Reducing Internal Hair Graying
For addressing the underlying aluminum-driven graying, rather than covering it with dye, Aajonus offered the following internal protocols drawn from the source material.
To help mineral imbalances generally, he recommended consuming three to four tablespoons of no-salt raw cheese with three teaspoons of unheated honey, twice daily, usually thirty minutes after each meat meal.
To specifically eliminate aluminum and reduce graying, he described a raspberry mixture: three quarters to one cup of raspberries, three to four tablespoons of coconut cream, one to two tablespoons of dairy cream, three tablespoons of lime juice, two teaspoons of lemon juice, and one teaspoon of raw apple cider vinegar. He recommended this mixture daily for three weeks and then at least three days per week for as long as the hair remains gray. He specified it should be consumed as the fruit meal in the afternoon and not with meat.
He noted that raspberries and eggs together, or raspberries and cream together, help pull mineral deposits out of tissues. He distinguished this from citrus, which he said pulls out fat storages and dead cells but not minerals.

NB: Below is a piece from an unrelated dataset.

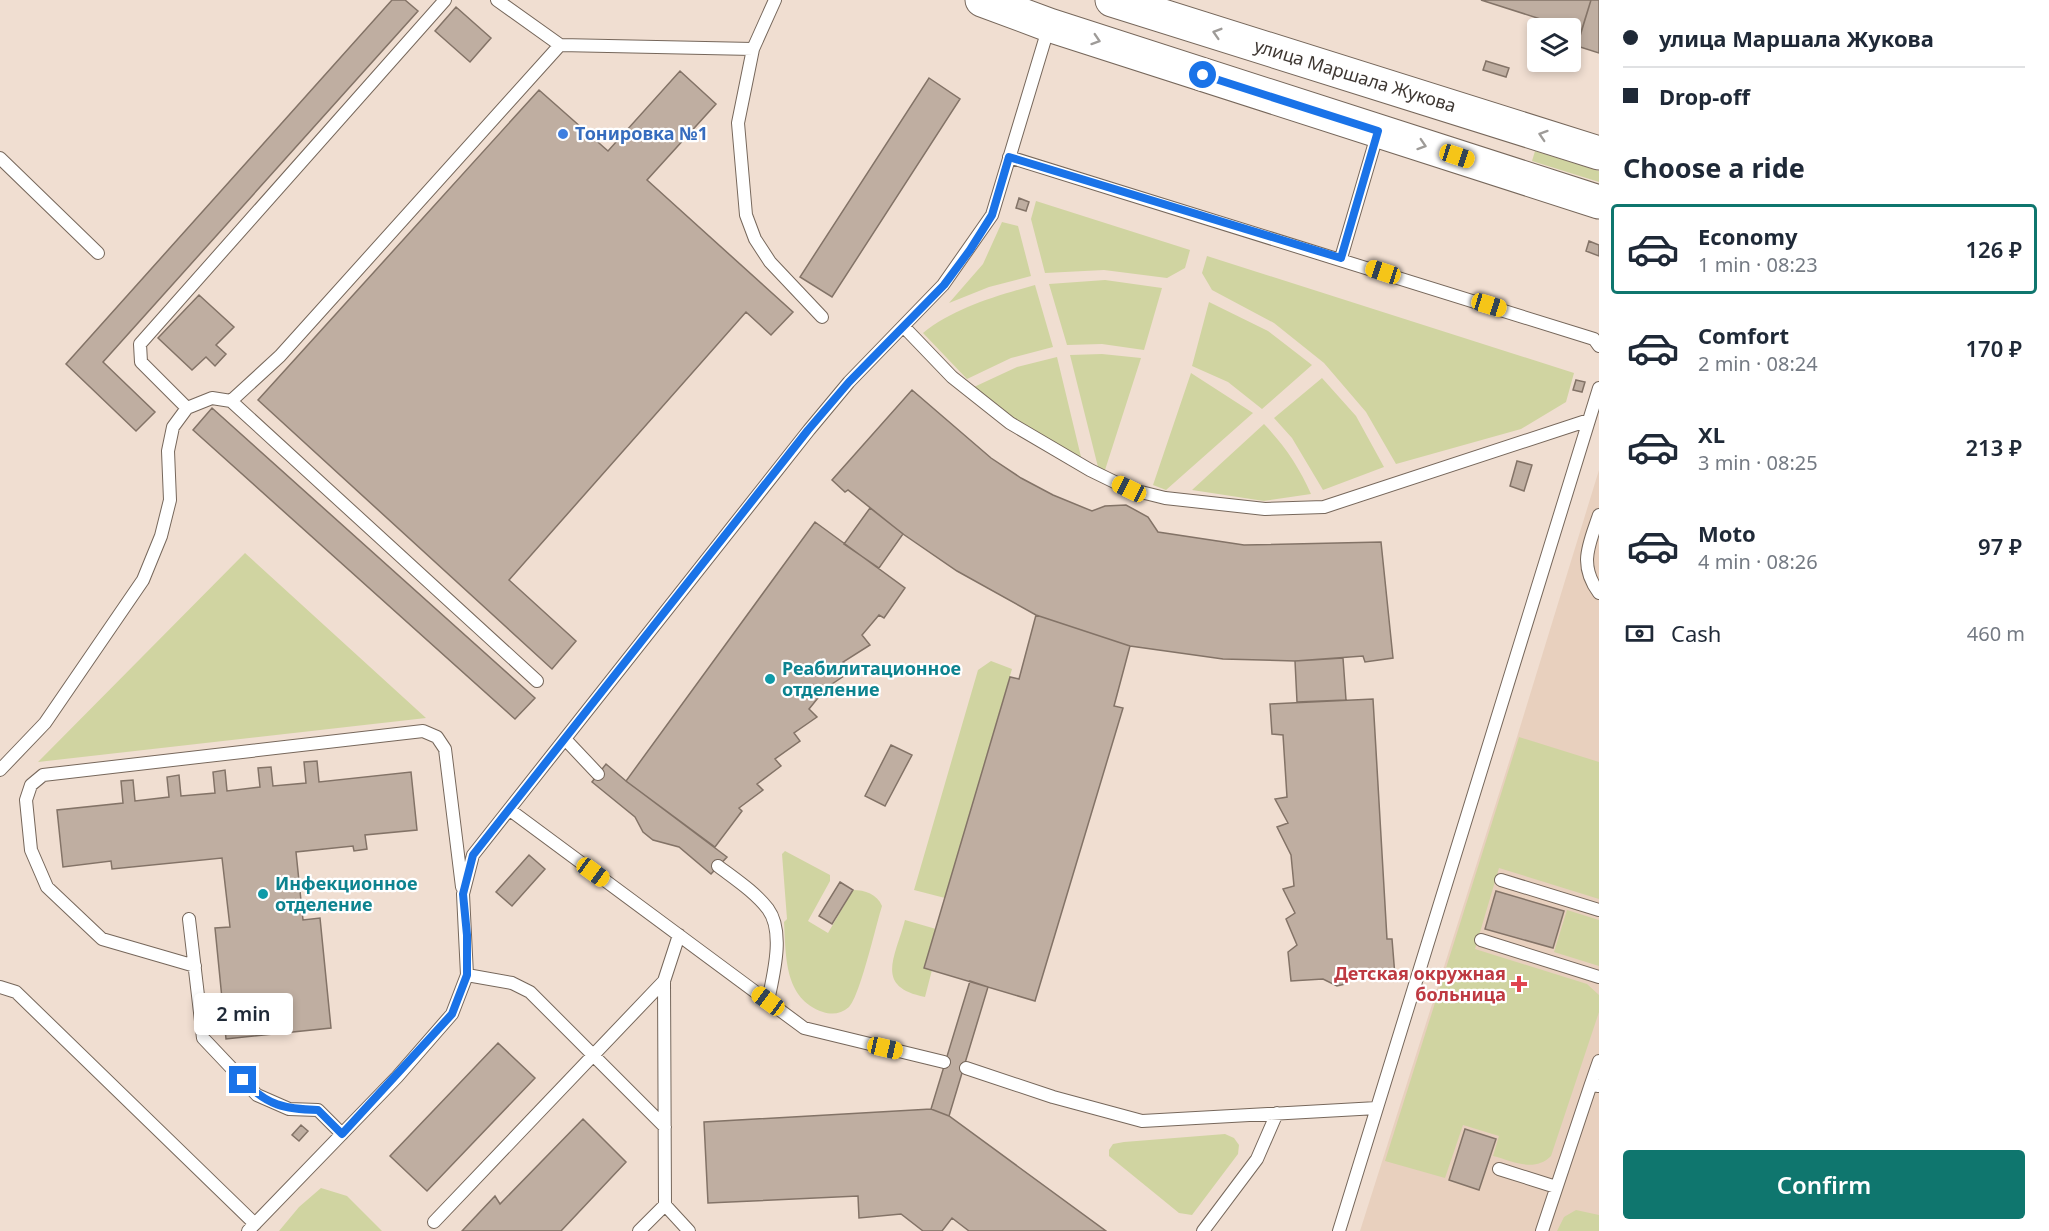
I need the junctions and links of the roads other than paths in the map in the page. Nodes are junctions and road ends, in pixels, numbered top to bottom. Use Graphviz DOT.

Blackberries and especially raspberries were identified as the berries heavy enough in their own mineral content to attract and pull out toxic mineral deposits and drug deposits from tissue.
For topical support of follicles, he described rubbing bone marrow into the scalp. He experimented with a formula of approximately half butter and one third bone marrow, melted together, applied to the scalp two to three times per week and left on without washing out. He reported that five people experimenting with this approach experienced thicker hair and in some cases new growth in areas that had been bare. He also noted that butter alone, without bone marrow, helped thicken hair. The reasoning he gave was that bone marrow stem cells, being undifferentiated, can support follicle regeneration without the DNA restrictions that apply to adult tissue-specific stem cells.
He also referenced a formula from his book involving aloe vera and fermented coconut oil applied topically to the scalp: one ounce of fresh raw aloe vera gel taken directly from inside the leaf, blended with two ounces of fermented coconut oil that had never been heated above 96 degrees Fahrenheit, rubbed into the scalp to protect follicles and sometimes promote hair growth within several weeks.